As readers may recall, Alan Shadrake is the author of
Once a Jolly Hangman, for which my
review can be seen here. He was arrested on the morning of 18 July 2010 and is due for a court hearing on 30 July.
The summons Shadrake has to answer is an application by the Attorney-General to the High Court for committal [to imprisonment] for contempt. It cites Section 7(1) of the Supreme Court of Judicature Act, which says merely this:
7. —(1) The High Court and the Court of Appeal shall have power to punish for contempt of court.
The summons also cites the subsidiary legislation known as
Rules of Court of which Order 52 lays out the technicalities.
Nowhere is contempt of court defined. I guess what it means has to be drawn from case law which can be problematic in that precedents should be evaluated in the context of their times and places.
However, the summons contains a statement by the Attorney-General, as required in accordance with Rule 2(2) of the Rules of Court. Relevant words from that statement:
The grounds upon which the said relief is sought are that the said Respondent has participated in acts in connection with the bringing into existence, publication and distribution of the Book which contained passages that scandalise the Singapore Judiciary.
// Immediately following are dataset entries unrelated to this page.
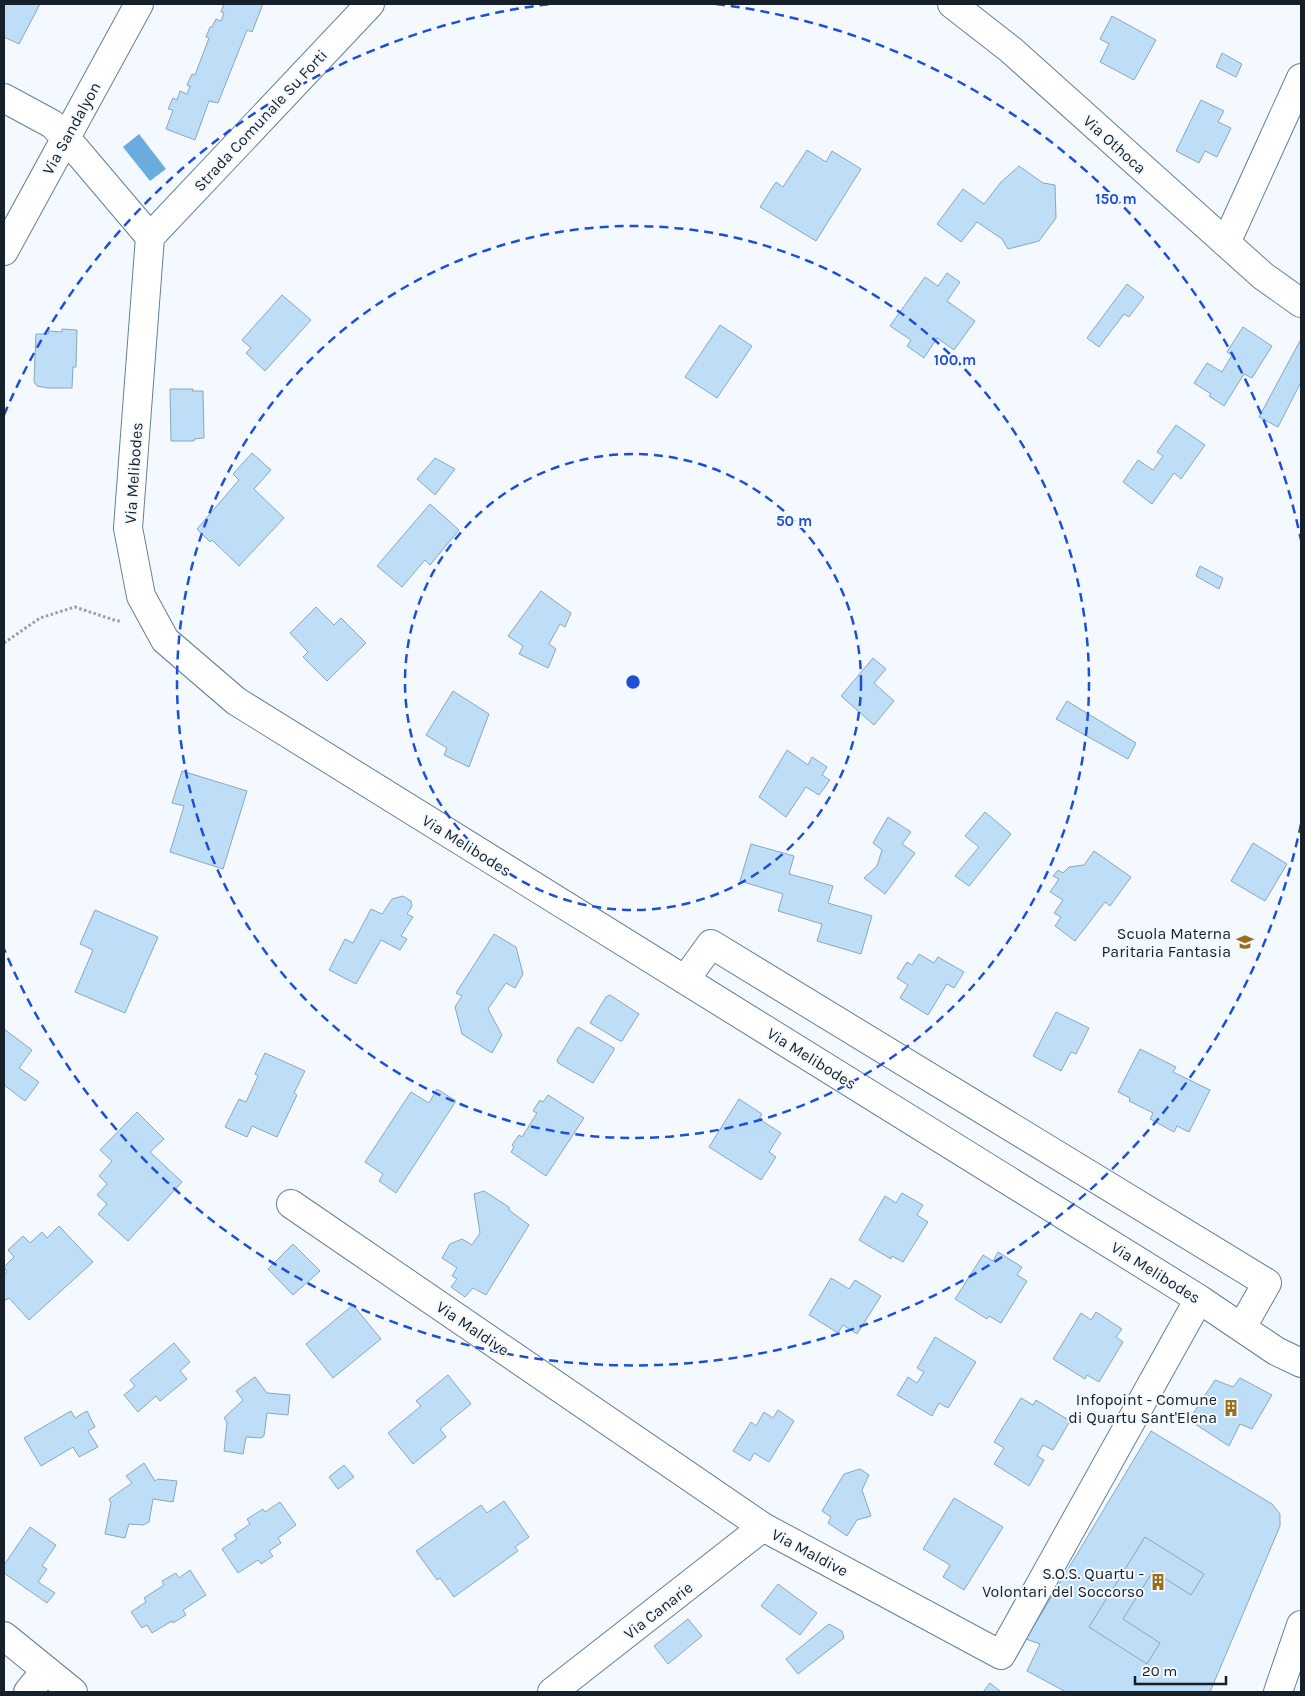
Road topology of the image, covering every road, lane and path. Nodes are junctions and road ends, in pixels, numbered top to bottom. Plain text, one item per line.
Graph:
1 (139, 4) edge
2 (370, 4) edge
3 (952, 4) edge
4 (1301, 78) edge
5 (4, 98) edge
6 (66, 138) junction
7 (150, 237) junction
8 (1226, 243) junction
9 (4, 251) edge
10 (1301, 303) edge
11 (155, 622) junction
12 (4, 644) edge
13 (685, 980) junction
14 (291, 1204) dead end
15 (1199, 1299) junction
16 (1242, 1327) junction
17 (1301, 1363) edge
18 (763, 1527) junction
19 (1301, 1625) edge
20 (4, 1636) edge
21 (46, 1670) junction
22 (28, 1692) edge
23 (73, 1692) edge
24 (552, 1692) edge
25 (1278, 1692) edge

1 - 6 street, Via Sandalyon
2 - 7 street, Strada Comunale Su Forti
3 - 8 street, Via Othoca
4 - 8 street
5 - 6 street
6 - 7 street
6 - 9 street, Via Sandalyon
7 - 11 street, Via Melibodes
8 - 10 street, Via Othoca
11 - 12 path
11 - 13 street, Via Melibodes
13 - 15 street, Via Melibodes
13 - 16 street
14 - 18 street, Via Maldive
15 - 16 street, Via Melibodes
15 - 18 street, Via Maldive
16 - 17 street, Via Melibodes
18 - 24 street, Via Canarie
19 - 25 street
20 - 21 street
21 - 22 street
21 - 23 street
The Book is about the administration of the death penalty in Singapore.
The Book contains passages which undermine the authority of the Singapore courts and public confidence in the administration of justice in Singapore. Without being exhaustive, this Statement sets out the passages which contain imputation against the independence and integrity of the Singapore Judiciary.
Several passages in the Book contain allegations and insinuations that the Singapore Judiciary, in determining whether to sentence an accused person to death, succumbs to political and economic pressures, and that the Singapore Judiciary lacks independence.
The summons sheet then goes on to list four passages from the book allegedly showing the claimed imputations.
The Attorney-General next goes on to say:
The allegations and insinuations in these passages are that the Singapore Judiciary does not mete out justice impartially but instead is complicit in an abuse of the judicial process.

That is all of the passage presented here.